This is analogous to the hardware fact that wires are bigger (hence, more expensive) than gates.
That is the opposite optimization to OpenMP, where having different threads writing to adjacent addresses will cause the false sharing problem.
Nvidia CUDA FAQ
1. has links to other Nvidia docs.
2. can be a little old.

9 Types of memory allocation

Here's a brief overview of my understanding of the various places that you can assign memory in a program.

Static. Define a fixed-size array global array. The variable is constructed at compile time, so accesses might perhaps be faster. Global vars with non default initial values increase the executable file size. If they're large enough, you need to use the compiler option -mcmodel=medium or -mcmodel=large. They cause the compiler to generate wider addresses. I don't know the effect on the program's size or speed, but suspect that it's small.
Stack. Define local arrays, that are created and freed as the routine is entered and exited. Their addresses relative to the base of this call frame may be constant. The default stack size is 8MB. You can increase this with the command ulimit or in the program as shown in stacksize.cc. I believe that in OpenMP, the max stacksize may be allocated when each thread is created. Then, a really big stackssize might have a penalty.
Heap. You use new and destroy. Variables are constructed whenever you want. The more objects on the heap, the more time that each new or destroy takes. If you have lots of objects consider using placement new or creating an array of them.

For CUDA, some variables must be on the heap.

I like to use static, then stack, and heap only when necessary. However, allocating few but large, blocks on the heap is also fast.

Google's allocator is noticeably better than the default one. To use it, link your programs with -ltcmalloc. You can often use it on an existing executable foo thus:

LD_PRELOAD="/usr/lib/libtcmalloc.so" foo

I found it to save 15% to 30% in time.

Another memory concern is speed. Parallel has a NUMA (Non Uniform Memory Architecture). It has two 14-core Xeons. Each core has 128GB of main memory. Although all 256GB are in a common address space, accessing memory on same core as the thread is running on is faster.

The following is what I think based on some research, but may be wrong: A 4KB page of memory is assigned to a specific core when it is first written (not when it is reserved). So, each page of a large array may be on a different core. This can be used to optimize things.
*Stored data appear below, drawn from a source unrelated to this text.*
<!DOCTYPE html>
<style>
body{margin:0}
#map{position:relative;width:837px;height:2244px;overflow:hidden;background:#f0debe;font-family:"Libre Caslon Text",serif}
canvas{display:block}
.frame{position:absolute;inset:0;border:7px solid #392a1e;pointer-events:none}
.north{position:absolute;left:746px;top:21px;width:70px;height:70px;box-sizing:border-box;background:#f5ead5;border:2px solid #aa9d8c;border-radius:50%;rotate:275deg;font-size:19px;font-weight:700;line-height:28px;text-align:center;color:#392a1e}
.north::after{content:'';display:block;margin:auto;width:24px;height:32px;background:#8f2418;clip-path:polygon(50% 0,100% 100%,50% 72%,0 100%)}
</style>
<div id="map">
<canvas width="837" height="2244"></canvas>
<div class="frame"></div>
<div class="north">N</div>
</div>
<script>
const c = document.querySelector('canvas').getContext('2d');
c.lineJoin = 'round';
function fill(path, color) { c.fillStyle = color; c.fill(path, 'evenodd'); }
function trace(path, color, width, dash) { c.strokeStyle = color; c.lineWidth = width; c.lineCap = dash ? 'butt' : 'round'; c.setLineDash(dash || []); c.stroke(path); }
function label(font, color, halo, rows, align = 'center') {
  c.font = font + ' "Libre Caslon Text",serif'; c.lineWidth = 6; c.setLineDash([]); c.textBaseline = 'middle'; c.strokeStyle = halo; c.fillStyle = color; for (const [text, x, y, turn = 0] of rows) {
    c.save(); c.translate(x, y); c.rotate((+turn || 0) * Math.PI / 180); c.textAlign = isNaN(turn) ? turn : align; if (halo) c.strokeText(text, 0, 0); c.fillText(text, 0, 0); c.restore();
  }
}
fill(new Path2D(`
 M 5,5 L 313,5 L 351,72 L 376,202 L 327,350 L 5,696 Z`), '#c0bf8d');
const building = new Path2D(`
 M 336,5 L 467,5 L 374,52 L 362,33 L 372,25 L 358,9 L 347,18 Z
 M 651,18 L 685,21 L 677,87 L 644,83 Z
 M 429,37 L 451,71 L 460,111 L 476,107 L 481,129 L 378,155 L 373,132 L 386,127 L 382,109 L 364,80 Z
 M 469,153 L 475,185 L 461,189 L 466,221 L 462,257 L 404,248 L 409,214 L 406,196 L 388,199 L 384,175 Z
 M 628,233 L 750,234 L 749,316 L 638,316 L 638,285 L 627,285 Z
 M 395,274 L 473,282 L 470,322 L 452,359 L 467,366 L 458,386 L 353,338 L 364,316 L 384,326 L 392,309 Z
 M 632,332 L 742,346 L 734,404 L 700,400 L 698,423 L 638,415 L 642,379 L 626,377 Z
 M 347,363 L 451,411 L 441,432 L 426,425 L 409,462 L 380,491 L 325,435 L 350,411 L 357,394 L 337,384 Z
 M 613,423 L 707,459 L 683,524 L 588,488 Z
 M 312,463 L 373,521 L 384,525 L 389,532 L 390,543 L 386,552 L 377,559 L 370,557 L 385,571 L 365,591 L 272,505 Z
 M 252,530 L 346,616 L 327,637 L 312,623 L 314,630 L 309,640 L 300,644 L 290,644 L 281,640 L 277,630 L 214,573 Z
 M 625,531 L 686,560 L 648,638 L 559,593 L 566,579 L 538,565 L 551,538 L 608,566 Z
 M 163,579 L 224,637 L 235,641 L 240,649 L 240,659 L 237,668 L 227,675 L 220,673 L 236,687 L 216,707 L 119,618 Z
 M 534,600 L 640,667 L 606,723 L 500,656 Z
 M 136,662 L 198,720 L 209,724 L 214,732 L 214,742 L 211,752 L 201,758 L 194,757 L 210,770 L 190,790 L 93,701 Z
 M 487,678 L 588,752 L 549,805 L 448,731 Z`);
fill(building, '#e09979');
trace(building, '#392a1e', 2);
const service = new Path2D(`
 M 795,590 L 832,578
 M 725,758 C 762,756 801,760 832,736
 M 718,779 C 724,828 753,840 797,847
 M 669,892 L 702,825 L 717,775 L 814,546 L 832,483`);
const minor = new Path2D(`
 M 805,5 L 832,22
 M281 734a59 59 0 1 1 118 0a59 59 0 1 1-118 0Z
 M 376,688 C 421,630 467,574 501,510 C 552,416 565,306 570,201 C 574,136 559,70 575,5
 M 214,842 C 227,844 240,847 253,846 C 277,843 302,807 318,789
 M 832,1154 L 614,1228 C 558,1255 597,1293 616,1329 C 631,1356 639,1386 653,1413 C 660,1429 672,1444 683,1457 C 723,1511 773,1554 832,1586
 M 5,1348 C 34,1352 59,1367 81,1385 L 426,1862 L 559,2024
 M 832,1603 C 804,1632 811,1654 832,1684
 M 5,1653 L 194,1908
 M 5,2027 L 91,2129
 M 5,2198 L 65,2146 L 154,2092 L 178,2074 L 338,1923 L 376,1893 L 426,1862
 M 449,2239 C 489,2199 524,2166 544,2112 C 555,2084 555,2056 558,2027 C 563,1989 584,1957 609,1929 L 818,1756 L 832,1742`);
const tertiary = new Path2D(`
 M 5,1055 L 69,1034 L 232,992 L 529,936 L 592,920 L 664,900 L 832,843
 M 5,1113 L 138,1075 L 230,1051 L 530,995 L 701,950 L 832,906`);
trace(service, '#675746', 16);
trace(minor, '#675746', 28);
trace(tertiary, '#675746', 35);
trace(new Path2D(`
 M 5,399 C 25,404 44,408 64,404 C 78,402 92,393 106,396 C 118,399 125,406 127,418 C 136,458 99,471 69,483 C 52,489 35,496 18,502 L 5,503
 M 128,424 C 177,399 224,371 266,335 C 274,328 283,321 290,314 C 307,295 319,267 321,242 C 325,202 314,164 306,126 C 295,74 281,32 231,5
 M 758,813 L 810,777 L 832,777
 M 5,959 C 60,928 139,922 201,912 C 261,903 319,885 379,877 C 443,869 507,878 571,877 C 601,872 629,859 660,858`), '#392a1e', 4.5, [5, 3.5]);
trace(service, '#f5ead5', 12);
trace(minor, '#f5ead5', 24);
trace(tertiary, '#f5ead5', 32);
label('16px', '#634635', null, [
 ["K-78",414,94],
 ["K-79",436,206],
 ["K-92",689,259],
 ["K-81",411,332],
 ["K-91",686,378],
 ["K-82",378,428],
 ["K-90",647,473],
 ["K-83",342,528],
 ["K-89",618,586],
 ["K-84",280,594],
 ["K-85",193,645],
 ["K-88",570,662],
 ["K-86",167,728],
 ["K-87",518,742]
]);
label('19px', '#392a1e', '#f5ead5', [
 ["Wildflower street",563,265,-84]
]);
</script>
This gets more fun with 8-processor systems.

All that is separate from cache issues.

You can also assign your OpenMP threads to specific cores. This affects speed in ways I don't understand. The issues are resource sharing vs conflicts.

10 Nvidia GPU summary

Here's a summary of the Nvidia Pascal GP104 GPU architecture as I understand it. It's more compact than I've found elsewhere. I'll add to it from time to time. Some numbers are probably wrong.

The host is the CPU.
The device is the GPU.
The device contains 20 streaming multiprocessors (SMs).

Different GPU generations have used the terms SMX or SMM.
A thread is a sequential program with private and shared memory, program counter, etc.
Threads are grouped, 32 at a time, into warps.
Warps of threads are grouped into blocks.

Often the warps are only implicit, and we consider that the threads are grouped directly into blocks.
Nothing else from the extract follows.